[Dataset entries]
^^^^

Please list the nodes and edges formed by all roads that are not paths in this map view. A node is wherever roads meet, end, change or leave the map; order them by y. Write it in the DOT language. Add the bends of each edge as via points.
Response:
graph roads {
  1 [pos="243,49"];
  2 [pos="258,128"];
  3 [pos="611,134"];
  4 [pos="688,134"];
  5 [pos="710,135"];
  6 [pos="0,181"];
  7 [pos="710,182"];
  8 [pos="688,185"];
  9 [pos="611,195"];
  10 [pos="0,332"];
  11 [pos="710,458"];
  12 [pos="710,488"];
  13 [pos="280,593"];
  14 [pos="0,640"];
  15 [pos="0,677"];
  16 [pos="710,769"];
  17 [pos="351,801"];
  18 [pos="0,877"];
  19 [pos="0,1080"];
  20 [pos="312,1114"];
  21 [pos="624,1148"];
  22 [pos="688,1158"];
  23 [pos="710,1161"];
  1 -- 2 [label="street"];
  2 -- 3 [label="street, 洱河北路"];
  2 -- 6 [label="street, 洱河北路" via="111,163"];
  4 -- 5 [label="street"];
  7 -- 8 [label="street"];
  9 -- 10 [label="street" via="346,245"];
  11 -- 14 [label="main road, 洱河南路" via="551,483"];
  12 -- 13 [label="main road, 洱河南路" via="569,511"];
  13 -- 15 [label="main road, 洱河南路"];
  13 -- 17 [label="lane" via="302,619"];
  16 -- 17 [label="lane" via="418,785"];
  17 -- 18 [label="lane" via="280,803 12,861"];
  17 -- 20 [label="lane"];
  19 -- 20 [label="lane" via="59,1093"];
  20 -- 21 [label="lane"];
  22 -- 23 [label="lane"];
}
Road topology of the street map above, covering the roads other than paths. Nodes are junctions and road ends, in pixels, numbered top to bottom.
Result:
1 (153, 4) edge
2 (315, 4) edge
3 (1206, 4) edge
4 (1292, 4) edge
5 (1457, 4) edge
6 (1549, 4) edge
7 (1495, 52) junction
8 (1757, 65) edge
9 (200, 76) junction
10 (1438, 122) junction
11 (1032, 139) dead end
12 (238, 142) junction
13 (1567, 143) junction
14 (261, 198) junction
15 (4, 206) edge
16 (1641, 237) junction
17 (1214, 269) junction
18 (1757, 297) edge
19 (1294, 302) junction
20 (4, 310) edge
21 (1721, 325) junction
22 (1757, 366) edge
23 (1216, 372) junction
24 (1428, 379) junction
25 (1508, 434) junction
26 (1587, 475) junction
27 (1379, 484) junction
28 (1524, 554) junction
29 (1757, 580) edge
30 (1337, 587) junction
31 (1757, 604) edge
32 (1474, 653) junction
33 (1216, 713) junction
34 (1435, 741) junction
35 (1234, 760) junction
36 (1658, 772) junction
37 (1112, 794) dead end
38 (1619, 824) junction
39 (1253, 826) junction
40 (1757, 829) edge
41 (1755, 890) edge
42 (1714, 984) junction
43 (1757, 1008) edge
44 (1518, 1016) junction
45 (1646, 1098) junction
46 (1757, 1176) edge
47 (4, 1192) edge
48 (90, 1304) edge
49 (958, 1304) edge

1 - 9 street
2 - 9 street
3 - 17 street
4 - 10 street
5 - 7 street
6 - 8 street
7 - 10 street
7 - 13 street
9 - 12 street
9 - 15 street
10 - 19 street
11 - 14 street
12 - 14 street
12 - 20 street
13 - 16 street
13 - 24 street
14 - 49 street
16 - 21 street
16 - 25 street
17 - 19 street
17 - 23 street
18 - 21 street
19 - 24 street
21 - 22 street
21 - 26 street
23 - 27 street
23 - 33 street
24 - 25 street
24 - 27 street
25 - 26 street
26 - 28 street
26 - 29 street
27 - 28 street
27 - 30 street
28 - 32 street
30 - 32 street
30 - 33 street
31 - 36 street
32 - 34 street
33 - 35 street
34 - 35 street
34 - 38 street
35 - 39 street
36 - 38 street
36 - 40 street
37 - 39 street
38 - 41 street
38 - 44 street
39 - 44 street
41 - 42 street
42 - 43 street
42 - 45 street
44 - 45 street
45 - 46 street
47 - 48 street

^^^^

**ASSIGNMENT**
Print the entire set of records again, exactly.

**OUTPUT**
Please list the nodes and edges formed by all roads that are not paths in this map view. A node is wherever roads meet, end, change or leave the map; order them by y. Write it in the DOT language. Add the bends of each edge as via points.
Response:
graph roads {
  1 [pos="243,49"];
  2 [pos="258,128"];
  3 [pos="611,134"];
  4 [pos="688,134"];
  5 [pos="710,135"];
  6 [pos="0,181"];
  7 [pos="710,182"];
  8 [pos="688,185"];
  9 [pos="611,195"];
  10 [pos="0,332"];
  11 [pos="710,458"];
  12 [pos="710,488"];
  13 [pos="280,593"];
  14 [pos="0,640"];
  15 [pos="0,677"];
  16 [pos="710,769"];
  17 [pos="351,801"];
  18 [pos="0,877"];
  19 [pos="0,1080"];
  20 [pos="312,1114"];
  21 [pos="624,1148"];
  22 [pos="688,1158"];
  23 [pos="710,1161"];
  1 -- 2 [label="street"];
  2 -- 3 [label="street, 洱河北路"];
  2 -- 6 [label="street, 洱河北路" via="111,163"];
  4 -- 5 [label="street"];
  7 -- 8 [label="street"];
  9 -- 10 [label="street" via="346,245"];
  11 -- 14 [label="main road, 洱河南路" via="551,483"];
  12 -- 13 [label="main road, 洱河南路" via="569,511"];
  13 -- 15 [label="main road, 洱河南路"];
  13 -- 17 [label="lane" via="302,619"];
  16 -- 17 [label="lane" via="418,785"];
  17 -- 18 [label="lane" via="280,803 12,861"];
  17 -- 20 [label="lane"];
  19 -- 20 [label="lane" via="59,1093"];
  20 -- 21 [label="lane"];
  22 -- 23 [label="lane"];
}
Road topology of the street map above, covering the roads other than paths. Nodes are junctions and road ends, in pixels, numbered top to bottom.
Result:
1 (153, 4) edge
2 (315, 4) edge
3 (1206, 4) edge
4 (1292, 4) edge
5 (1457, 4) edge
6 (1549, 4) edge
7 (1495, 52) junction
8 (1757, 65) edge
9 (200, 76) junction
10 (1438, 122) junction
11 (1032, 139) dead end
12 (238, 142) junction
13 (1567, 143) junction
14 (261, 198) junction
15 (4, 206) edge
16 (1641, 237) junction
17 (1214, 269) junction
18 (1757, 297) edge
19 (1294, 302) junction
20 (4, 310) edge
21 (1721, 325) junction
22 (1757, 366) edge
23 (1216, 372) junction
24 (1428, 379) junction
25 (1508, 434) junction
26 (1587, 475) junction
27 (1379, 484) junction
28 (1524, 554) junction
29 (1757, 580) edge
30 (1337, 587) junction
31 (1757, 604) edge
32 (1474, 653) junction
33 (1216, 713) junction
34 (1435, 741) junction
35 (1234, 760) junction
36 (1658, 772) junction
37 (1112, 794) dead end
38 (1619, 824) junction
39 (1253, 826) junction
40 (1757, 829) edge
41 (1755, 890) edge
42 (1714, 984) junction
43 (1757, 1008) edge
44 (1518, 1016) junction
45 (1646, 1098) junction
46 (1757, 1176) edge
47 (4, 1192) edge
48 (90, 1304) edge
49 (958, 1304) edge

1 - 9 street
2 - 9 street
3 - 17 street
4 - 10 street
5 - 7 street
6 - 8 street
7 - 10 street
7 - 13 street
9 - 12 street
9 - 15 street
10 - 19 street
11 - 14 street
12 - 14 street
12 - 20 street
13 - 16 street
13 - 24 street
14 - 49 street
16 - 21 street
16 - 25 street
17 - 19 street
17 - 23 street
18 - 21 street
19 - 24 street
21 - 22 street
21 - 26 street
23 - 27 street
23 - 33 street
24 - 25 street
24 - 27 street
25 - 26 street
26 - 28 street
26 - 29 street
27 - 28 street
27 - 30 street
28 - 32 street
30 - 32 street
30 - 33 street
31 - 36 street
32 - 34 street
33 - 35 street
34 - 35 street
34 - 38 street
35 - 39 street
36 - 38 street
36 - 40 street
37 - 39 street
38 - 41 street
38 - 44 street
39 - 44 street
41 - 42 street
42 - 43 street
42 - 45 street
44 - 45 street
45 - 46 street
47 - 48 street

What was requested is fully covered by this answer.